**Entries provided:**
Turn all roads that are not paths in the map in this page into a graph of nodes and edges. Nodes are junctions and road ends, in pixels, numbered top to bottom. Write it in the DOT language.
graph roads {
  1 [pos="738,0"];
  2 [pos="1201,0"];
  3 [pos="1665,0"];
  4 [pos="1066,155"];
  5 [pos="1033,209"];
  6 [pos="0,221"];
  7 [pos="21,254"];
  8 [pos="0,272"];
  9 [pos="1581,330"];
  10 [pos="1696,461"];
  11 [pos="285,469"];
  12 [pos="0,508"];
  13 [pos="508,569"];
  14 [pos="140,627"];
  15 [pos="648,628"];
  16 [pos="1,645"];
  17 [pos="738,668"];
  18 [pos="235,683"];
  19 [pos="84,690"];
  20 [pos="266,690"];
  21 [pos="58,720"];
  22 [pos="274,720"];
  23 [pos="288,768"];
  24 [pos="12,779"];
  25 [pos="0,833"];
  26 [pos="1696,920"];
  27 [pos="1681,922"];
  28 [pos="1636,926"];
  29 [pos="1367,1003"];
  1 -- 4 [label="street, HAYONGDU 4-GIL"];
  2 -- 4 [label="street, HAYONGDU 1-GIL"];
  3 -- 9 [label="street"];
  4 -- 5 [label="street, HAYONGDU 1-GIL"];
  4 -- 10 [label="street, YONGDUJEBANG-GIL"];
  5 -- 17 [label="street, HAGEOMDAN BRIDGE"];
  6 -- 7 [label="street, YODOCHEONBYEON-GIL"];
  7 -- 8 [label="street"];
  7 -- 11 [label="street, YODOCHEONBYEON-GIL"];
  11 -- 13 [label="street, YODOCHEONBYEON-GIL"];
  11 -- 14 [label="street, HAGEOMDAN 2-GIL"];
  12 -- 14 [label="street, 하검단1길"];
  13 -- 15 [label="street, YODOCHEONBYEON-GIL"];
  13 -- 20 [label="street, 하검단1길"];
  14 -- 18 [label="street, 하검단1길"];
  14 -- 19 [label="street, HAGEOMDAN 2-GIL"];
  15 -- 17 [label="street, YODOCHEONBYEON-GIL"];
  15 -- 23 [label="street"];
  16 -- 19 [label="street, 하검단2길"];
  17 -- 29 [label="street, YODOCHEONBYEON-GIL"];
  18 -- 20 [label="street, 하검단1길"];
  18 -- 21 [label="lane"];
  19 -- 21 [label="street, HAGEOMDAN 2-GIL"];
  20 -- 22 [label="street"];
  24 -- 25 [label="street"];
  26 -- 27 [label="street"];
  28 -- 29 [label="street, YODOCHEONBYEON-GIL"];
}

**Exercise goal:** Locate all lines in the listing above with the word "graph" and copy them.

**Worked solution:**
Turn all roads that are not paths in the map in this page into a graph of nodes and edges. Nodes are junctions and road ends, in pixels, numbered top to bottom. Write it in the DOT language.
graph roads {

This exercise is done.